Task details >> Copy every line in the listing that contains "dead".

Data listing >>
______________________________
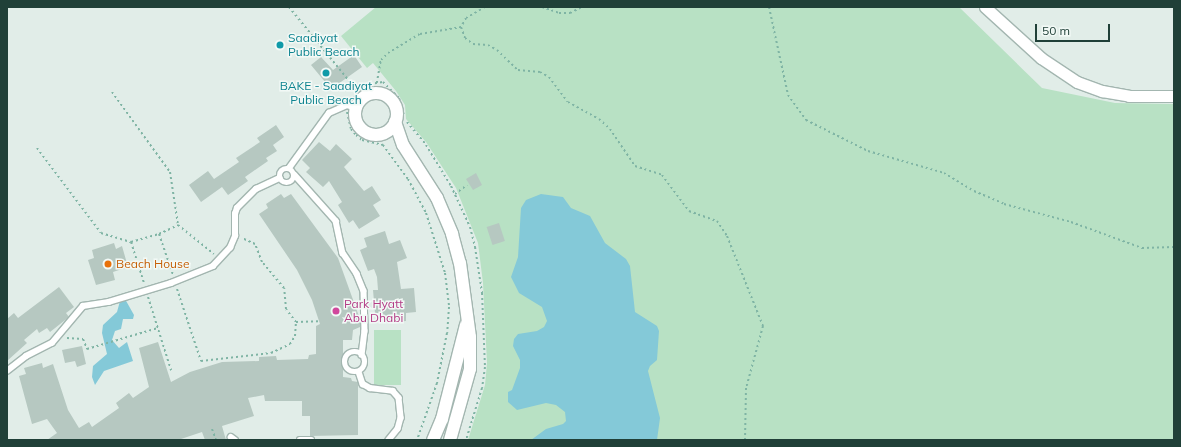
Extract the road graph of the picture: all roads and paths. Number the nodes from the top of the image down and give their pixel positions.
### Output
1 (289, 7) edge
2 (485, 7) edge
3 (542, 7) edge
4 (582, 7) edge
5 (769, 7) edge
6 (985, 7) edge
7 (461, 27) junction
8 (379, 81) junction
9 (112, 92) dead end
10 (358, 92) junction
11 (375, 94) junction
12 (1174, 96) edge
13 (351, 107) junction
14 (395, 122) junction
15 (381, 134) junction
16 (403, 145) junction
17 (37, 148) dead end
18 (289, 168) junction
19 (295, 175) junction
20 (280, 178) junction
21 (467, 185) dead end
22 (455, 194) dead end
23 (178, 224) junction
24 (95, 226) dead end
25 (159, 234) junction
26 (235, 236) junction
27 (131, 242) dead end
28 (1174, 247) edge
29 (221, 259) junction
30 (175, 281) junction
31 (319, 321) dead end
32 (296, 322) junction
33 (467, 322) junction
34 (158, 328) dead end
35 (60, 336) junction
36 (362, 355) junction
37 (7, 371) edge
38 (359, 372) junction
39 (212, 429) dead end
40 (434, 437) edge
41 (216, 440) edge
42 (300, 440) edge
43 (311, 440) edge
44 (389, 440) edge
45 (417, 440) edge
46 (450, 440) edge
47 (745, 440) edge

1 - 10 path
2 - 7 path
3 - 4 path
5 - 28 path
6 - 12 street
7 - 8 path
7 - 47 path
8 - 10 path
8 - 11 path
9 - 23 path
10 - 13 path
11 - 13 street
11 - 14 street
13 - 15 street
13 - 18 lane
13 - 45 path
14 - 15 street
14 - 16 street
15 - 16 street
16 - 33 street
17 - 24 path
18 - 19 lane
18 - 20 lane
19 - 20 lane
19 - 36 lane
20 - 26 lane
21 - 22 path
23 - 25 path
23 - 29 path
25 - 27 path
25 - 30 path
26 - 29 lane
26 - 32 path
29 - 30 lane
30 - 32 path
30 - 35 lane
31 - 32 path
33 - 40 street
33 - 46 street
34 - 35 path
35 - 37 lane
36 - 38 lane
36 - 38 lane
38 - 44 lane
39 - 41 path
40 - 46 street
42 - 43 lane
______________________________
Answer to the problem >>
9 (112, 92) dead end
17 (37, 148) dead end
21 (467, 185) dead end
22 (455, 194) dead end
24 (95, 226) dead end
27 (131, 242) dead end
31 (319, 321) dead end
34 (158, 328) dead end
39 (212, 429) dead end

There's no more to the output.